But at the same time, the popularity of another short video app was going through the roof. That other app, TikTok, was developed by a Chinese company.
In the battle for America and Europe's attention, a group of Beijing-based engineers defeated Hollywood's finest.
How could TikTok's team figure out which videos would do well in a completely foreign market?
They didn't even try. Instead, they built an algorithm. When you log in to TikTok, the app doesn't ask you to search for what you want. It simply starts showing you videos that its algorithm assumes you'll like. Your reaction to the first videos helps the app learn more about you. And pretty quickly, it can show you a never-ending stream of videos that will keep you hooked to the screen.
How do you compete with that?
Jeffrey Katzenberg could have done many things better, but his most significant handicap was that he had a scarcity mindset.
In the world cinemas, films can only be shown in a limited number of locations. As a result, only a small number of movies can be distributed each year, and only a small number of stars and productions capture all the views and all the revenue.
In such a world of scarcity, you win by monopolizing the biggest stars and investing in a handful of quality productions that cater to the mainstream. But in the mobile world, there are different rules. Every person has a screen and a camera in their pocket. As a result, billions of videos can be viewed and created at any given moment. This is a world of abundance.
In such a world, there is room for many more titles and performers. And most of these titles and performers do not aim for the mainstream. Instead, they cater to a multitude of very narrow and very specific audiences.
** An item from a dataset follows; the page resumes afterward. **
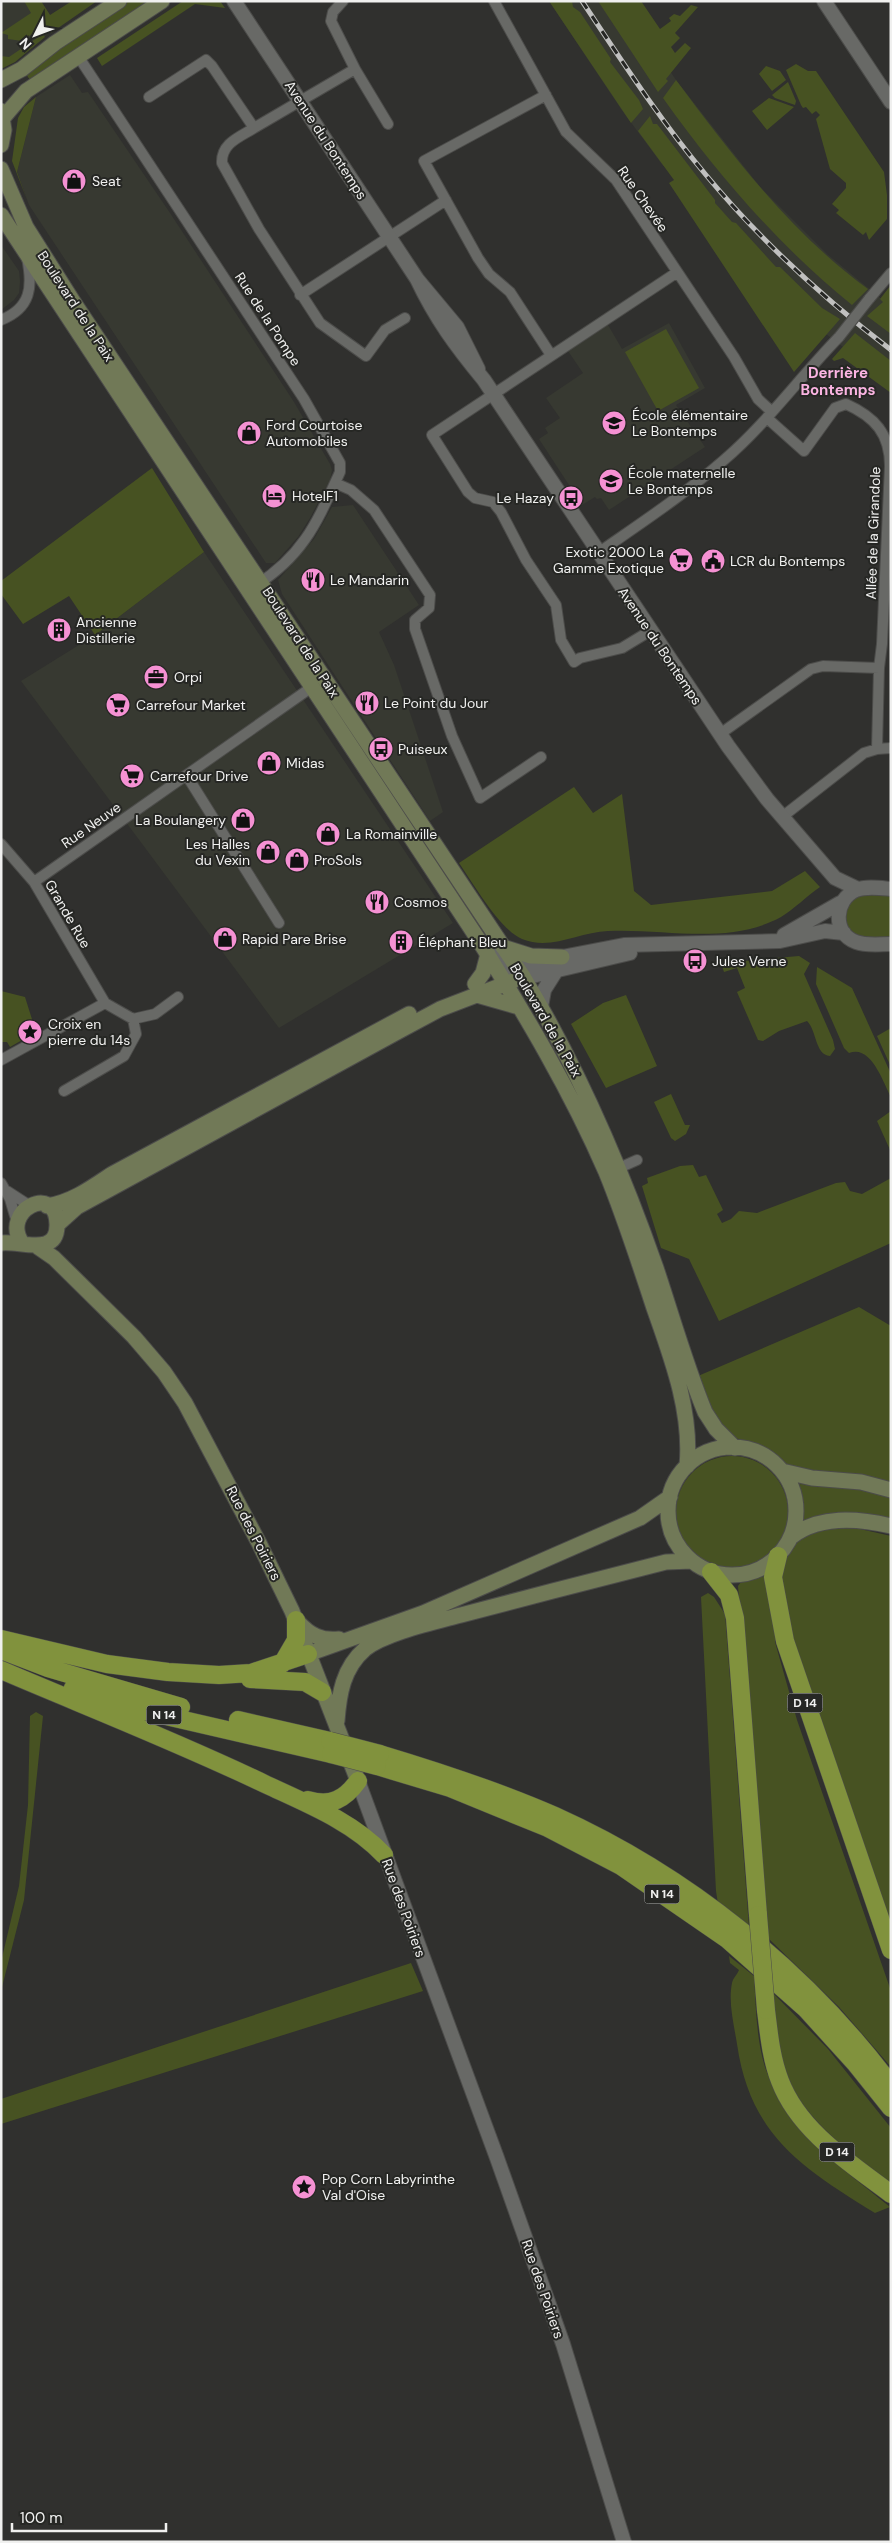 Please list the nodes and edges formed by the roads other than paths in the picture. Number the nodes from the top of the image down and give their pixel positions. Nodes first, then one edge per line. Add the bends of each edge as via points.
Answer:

In a world of abundance, you win by catering to a specific niche or by building a giant platform that allows others to do so. This process was first described in Chris Anderson's 2006 book about the economics of digital media.
Ok. Online media is online media. But what does this whole story have to do with us?
Over the past two decades, we've lived in a world that Richard Florida described as "winner-takes-all-urbanism." This was a world where the most valuable employees and companies had to be concentrated in a small number of superstar cities and locations.
The consensus among urbanists was that this is the new paradigm for the 21st Century: knowledge employees would continue to concentrate on a handful of locations because this is the only way in which knowledge work can be performed.
The world of "winner takes all urbanism" and superstar cities is a world of extreme scarcity — quite similar to the old world of cinemas and its own superstars. But now, we are starting to see that people can access good jobs from almost anywhere.
And technology is creating new ways and new tools for people to be "present" without being in the same place. These tools are still limited, but what we have now is only the beginning. The pace of technological change — and the availability of speculative capital — means that many new tools and consumer behaviors will emerge over the next decade.
And yes, many people will continue to work and socialize the old way. Even so, remote interaction will have dramatic effects on the way people use physical space.
Consider that the offline retail industry was decimated after barely 12% of existing activity moved online. And that was a predictable change that happened gradually over two decades.
So — What happens when more people can work from anywhere? We'll see how it plays out. But the evolution of digital media offers two important hints.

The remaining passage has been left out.